Although the 1977 Medicare-Medicaid Anti-Fraud and Abuse Amendments gave HHS OIG the discretion to apply exclusions “for such period as deem[ed] appropriate”, minimum exclusion periods are now mandated for certain offenses. For example, Medicare fraud, elder abuse, and unlawfully dispensing a controlled substance carry minimum exclusion periods of five years.
“Permissive Exclusions” for lesser offences are discretionary. For example, OIG HSS can enforce a “baseline” exclusion period of three years for obstructing access in an audit or investigation or violating EMTALA, but does not have to if the individual or organization agrees to comply with a monitored Corporate Integrity Agreement (which usually lasts three years anyway).

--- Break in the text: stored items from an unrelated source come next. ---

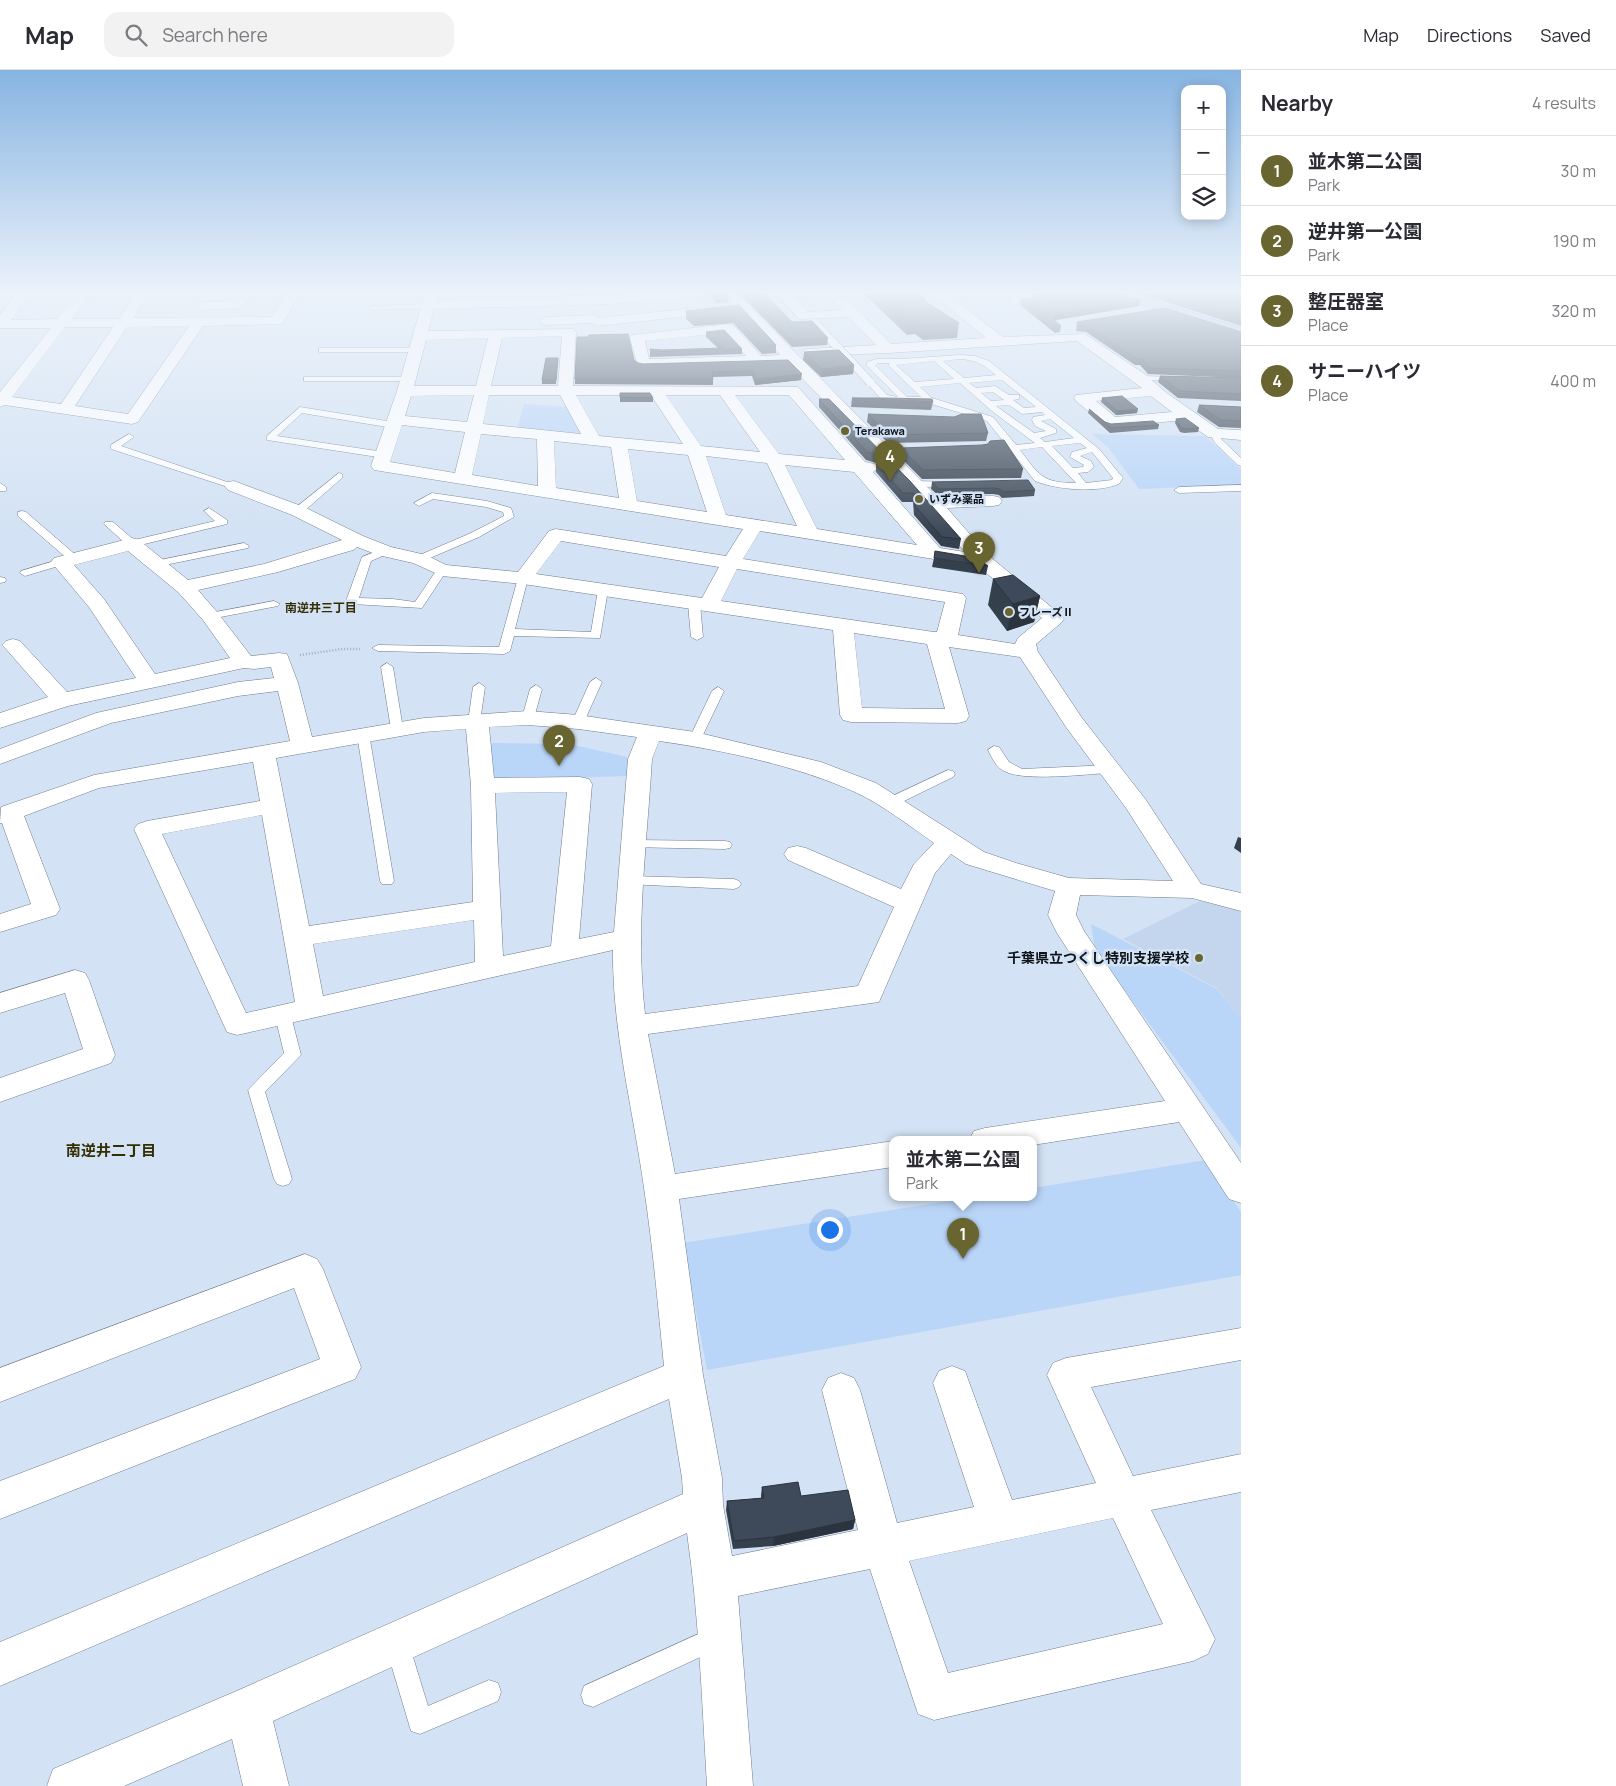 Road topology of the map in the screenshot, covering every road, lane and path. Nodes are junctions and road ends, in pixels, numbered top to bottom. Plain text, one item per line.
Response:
1 (23, 373) edge
2 (89, 373) edge
3 (164, 373) edge
4 (409, 373) edge
5 (488, 373) edge
6 (566, 373) edge
7 (807, 373) edge
8 (862, 373) edge
9 (878, 373) edge
10 (899, 373) edge
11 (953, 373) joint
12 (976, 373) edge
13 (999, 373) edge
14 (1133, 373) edge
15 (1004, 377) junction
16 (904, 378) junction
17 (1140, 378) junction
18 (307, 379) dead end
19 (984, 379) junction
20 (1186, 380) edge
21 (962, 381) junction
22 (406, 385) junction
23 (913, 386) junction
24 (942, 389) junction
25 (484, 390) junction
26 (565, 390) junction
27 (655, 390) junction
28 (724, 390) junction
29 (974, 391) junction
30 (1155, 391) junction
31 (1028, 396) junction
32 (833, 398) junction
33 (801, 400) junction
34 (930, 400) junction
35 (1, 401) edge
36 (906, 401) junction
37 (989, 404) junction
38 (1174, 405) junction
39 (1203, 406) edge
40 (1044, 409) junction
41 (65, 410) junction
42 (969, 412) junction
43 (1187, 415) junction
44 (1052, 416) junction
45 (934, 417) edge
46 (953, 418) edge
47 (394, 423) junction
48 (473, 428) junction
49 (1214, 434) junction
50 (545, 435) junction
51 (1241, 435) edge
52 (1034, 436) junction
53 (129, 438) dead end
54 (593, 440) junction
55 (1082, 440) junction
56 (619, 443) junction
57 (1044, 444) junction
58 (1013, 448) junction
59 (1093, 449) junction
60 (695, 450) junction
61 (384, 455) junction
62 (774, 459) junction
63 (1241, 463) edge
64 (859, 467) junction
65 (1070, 471) junction
66 (338, 476) dead end
67 (910, 478) junction
68 (462, 479) junction
69 (964, 485) edge
70 (1084, 485) junction
71 (234, 486) joint
72 (1241, 488) edge
73 (1179, 490) dead end
74 (547, 492) junction
75 (993, 501) dead end
76 (419, 503) dead end
77 (934, 503) junction
78 (629, 505) junction
79 (298, 510) junction
80 (209, 511) dead end
81 (22, 514) dead end
82 (718, 519) junction
83 (109, 524) dead end
84 (755, 525) junction
85 (810, 533) junction
86 (356, 539) junction
87 (132, 544) junction
88 (244, 546) dead end
89 (385, 551) junction
90 (934, 553) junction
91 (419, 559) junction
92 (982, 560) junction
93 (68, 561) junction
94 (731, 563) junction
95 (155, 564) junction
96 (442, 570) junction
97 (25, 573) dead end
98 (523, 578) junction
99 (184, 587) junction
100 (603, 590) junction
101 (274, 604) dead end
102 (702, 604) junction
103 (210, 616) junction
104 (843, 625) junction
105 (509, 632) junction
106 (697, 637) dead end
107 (941, 639) junction
108 (14, 645) edge
109 (378, 648) joint
110 (1027, 652) junction
111 (279, 658) junction
112 (244, 662) junction
113 (387, 667) dead end
114 (149, 681) junction
115 (596, 682) dead end
116 (287, 683) junction
117 (479, 687) dead end
118 (536, 689) dead end
119 (718, 691) dead end
120 (62, 700) junction
121 (528, 718) junction
122 (0, 721) edge
123 (476, 722) junction
124 (578, 722) junction
125 (398, 729) junction
126 (650, 733) junction
127 (363, 734) junction
128 (695, 739) junction
129 (302, 744) junction
130 (994, 750) dead end
131 (263, 752) junction
132 (0, 757) edge
133 (1110, 769) junction
134 (948, 774) dead end
135 (482, 786) junction
136 (889, 803) junction
137 (273, 806) junction
138 (5, 814) edge
139 (949, 841) junction
140 (632, 844) junction
141 (725, 846) dead end
142 (797, 854) dead end
143 (387, 881) dead end
144 (631, 881) junction
145 (734, 884) dead end
146 (1070, 886) junction
147 (1192, 890) junction
148 (1241, 902) edge
149 (909, 903) junction
150 (488, 909) junction
151 (0, 922) edge
152 (298, 937) junction
153 (627, 938) junction
154 (564, 952) junction
155 (489, 970) junction
156 (0, 1003) edge
157 (311, 1010) junction
158 (283, 1016) junction
159 (632, 1026) junction
160 (0, 1090) edge
161 (1189, 1109) junction
162 (1011, 1136) edge
163 (889, 1155) edge
164 (283, 1179) dead end
165 (661, 1189) junction
166 (1241, 1190) edge
167 (1241, 1344) edge
168 (684, 1375) junction
169 (952, 1383) dead end
170 (0, 1385) edge
171 (841, 1390) dead end
172 (1241, 1473) edge
173 (1123, 1497) junction
174 (0, 1500) edge
175 (703, 1505) junction
176 (999, 1522) junction
177 (883, 1546) junction
178 (714, 1580) junction
179 (720, 1636) junction
180 (397, 1642) junction
181 (0, 1664) edge
182 (488, 1692) dead end
183 (593, 1695) dead end
184 (248, 1710) junction
185 (70, 1786) edge
186 (266, 1786) edge
187 (730, 1786) edge

1 - 35 street
2 - 41 street
3 - 41 street
4 - 22 street
5 - 25 street
6 - 26 street
7 - 32 street
8 - 36 lane, bridge
9 - 36 lane
10 - 16 lane
11 - 16 lane
11 - 21 lane
12 - 19 lane
13 - 15 lane
14 - 17 street
15 - 19 lane
15 - 31 lane
16 - 23 lane
17 - 20 lane
17 - 30 street
18 - 22 lane
19 - 21 lane
21 - 24 lane
21 - 29 lane
22 - 25 street
22 - 47 street
23 - 24 lane
23 - 34 lane
24 - 42 lane
25 - 26 street
25 - 48 street
26 - 27 street
26 - 54 street
27 - 28 street
27 - 60 street
28 - 33 street
28 - 62 street
29 - 31 lane
29 - 37 lane
30 - 38 street
30 - 43 street
31 - 40 lane
32 - 33 street
32 - 67 street
33 - 64 street
34 - 36 lane
34 - 42 lane
35 - 41 street
37 - 40 lane
37 - 52 lane
38 - 39 street
38 - 43 street
40 - 44 lane
42 - 58 lane
43 - 49 street
44 - 52 lane
44 - 55 lane
45 - 46 street
47 - 48 street
47 - 61 street
47 - 61 lane
48 - 50 street
48 - 68 street
49 - 51 street
49 - 63 lane
50 - 54 street
50 - 74 street
52 - 57 lane
53 - 71 lane
54 - 56 street
55 - 57 lane
55 - 59 lane
56 - 60 street
56 - 78 street
57 - 58 lane
57 - 65 lane
58 - 70 lane
59 - 65 lane
59 - 70 lane
60 - 62 street
60 - 82 street
61 - 68 street
62 - 64 street
62 - 85 street
64 - 67 street
64 - 90 street
65 - 70 lane
66 - 79 lane
67 - 69 lane
67 - 77 street
68 - 74 street
71 - 79 street
72 - 73 lane
74 - 78 street
75 - 77 street
76 - 91 lane
77 - 92 street
78 - 82 street
79 - 86 street
80 - 87 lane
81 - 93 lane
82 - 84 street
83 - 87 lane
84 - 85 street
84 - 94 street
85 - 90 street
86 - 89 street
86 - 99 street
87 - 93 street
87 - 95 street
88 - 95 lane
89 - 91 street
89 - 96 lane
90 - 92 street
91 - 96 street
92 - 110 street
93 - 97 lane
93 - 114 street
94 - 98 street
94 - 102 street
94 - 107 street
95 - 99 street
96 - 98 street
98 - 100 street
98 - 105 lane
99 - 103 street
100 - 102 street
100 - 105 lane
101 - 103 lane
102 - 104 street
102 - 106 lane
103 - 112 street
104 - 107 street
104 - 107 street
105 - 109 lane
107 - 110 street
108 - 120 street
109 - 111 path
110 - 133 street
111 - 112 street
111 - 116 street
112 - 114 street
113 - 125 lane
114 - 120 street
115 - 124 lane
116 - 129 street
116 - 132 street
117 - 123 lane
118 - 121 lane
119 - 128 lane
120 - 122 street
121 - 123 street
121 - 124 street
123 - 125 street
123 - 135 street
124 - 126 street
125 - 127 street
126 - 128 street
126 - 140 street
127 - 129 street
127 - 143 lane
128 - 136 street
129 - 131 street
130 - 133 lane
131 - 137 street
131 - 138 street
133 - 147 street
134 - 136 lane
135 - 150 street
135 - 154 street
136 - 139 street
137 - 152 street
137 - 158 street
138 - 151 street
139 - 146 street
139 - 149 street
140 - 141 lane
140 - 144 street
142 - 149 street
144 - 145 lane
144 - 153 street
146 - 147 street
146 - 161 street
147 - 148 street
149 - 159 street
150 - 152 street
150 - 155 street
152 - 157 street
153 - 154 street
153 - 159 street
154 - 155 street
155 - 157 street
156 - 160 street
157 - 158 street
158 - 164 lane
159 - 165 street
161 - 162 street
161 - 166 street
163 - 165 street
165 - 168 street
167 - 173 street
168 - 175 street
168 - 181 street
169 - 176 street
170 - 174 street
171 - 177 street
172 - 173 street
173 - 176 street
173 - 177 street
175 - 178 street
175 - 180 street
176 - 177 street
177 - 178 street
178 - 179 street
179 - 183 lane
179 - 187 street
180 - 182 lane
180 - 184 street
184 - 185 street
184 - 186 street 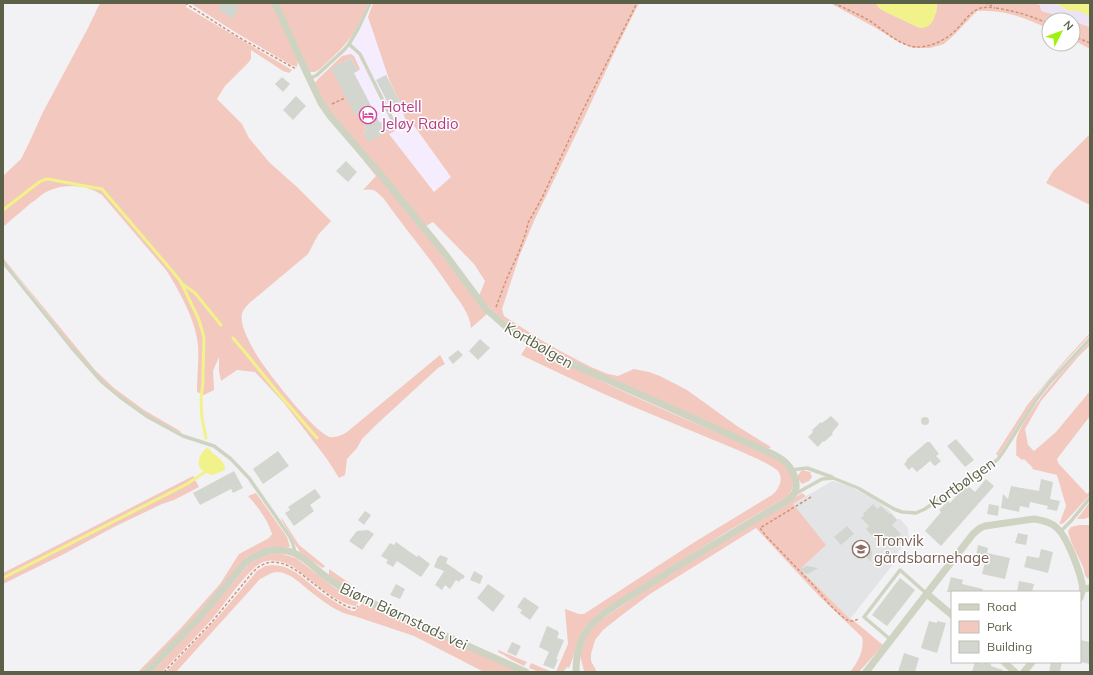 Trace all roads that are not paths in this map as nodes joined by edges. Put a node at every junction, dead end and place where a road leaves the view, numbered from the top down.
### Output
1 (275, 3) edge
2 (370, 3) edge
3 (349, 44) junction
4 (309, 79) junction
5 (396, 127) dead end
6 (3, 262) edge
7 (1090, 339) edge
8 (791, 470) junction
9 (833, 478) junction
10 (794, 495) junction
11 (1090, 498) edge
12 (1060, 531) junction
13 (295, 553) junction
14 (1087, 588) edge
15 (927, 594) junction
16 (1081, 597) edge
17 (951, 614) edge
18 (891, 640) junction
19 (1005, 663) edge
20 (1031, 663) edge
21 (147, 672) edge
22 (526, 672) edge
23 (576, 672) edge
24 (866, 672) edge
25 (1015, 672) edge
26 (1024, 672) edge

1 - 4 street, Kortbølgen
2 - 3 lane
3 - 4 lane
3 - 5 lane
4 - 8 street, Kortbølgen
6 - 13 lane
7 - 9 lane, Kortbølgen
8 - 9 lane, Kortbølgen
8 - 10 street
9 - 10 lane
10 - 23 street
11 - 12 lane
12 - 14 street
12 - 15 street
13 - 21 street, Biørn Biørnstads vei
13 - 22 street, Biørn Biørnstads vei
14 - 16 street
15 - 17 street
15 - 18 street
15 - 18 lane
18 - 24 street
19 - 25 street
20 - 26 street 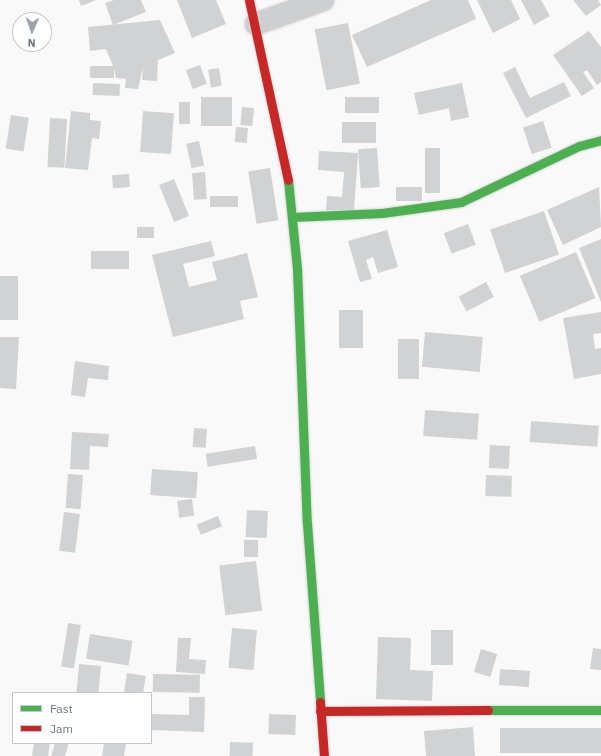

Variations to the length of an HHS OIG exclusion can also depend on whether an offense has been pursued as a civil or criminal matter. For example, if an individual is found guilty of a civil violation of the HHS OIG anti-kickback regulations, there is no minimum exclusion period stipulated. However, if the offense is pursued as a criminal matter, the minimum exclusion period is five years.
What are the Penalties for Acquiring Goods or Services from an Excluded Entity?
Since the Balanced Budget Act of 1997, healthcare providers that acquire goods or services from an excluded individual or organization, and subsequently claim payment from a Federal healthcare program for the goods and services, can be fined up to $20,000 for each good or service claimed plus three times the amount claimed. They may also be excluded themselves.
For this reason HHS OIG recommends healthcare providers review the Exclusions List prior to contracting a vendor to supply goods or engaging a new member of the workforce. The List should be reviewed periodically thereafter for additions to the List and – since September 2023 – this recommendation also applies to goods or services acquired from a software vendor or SaaS service provider.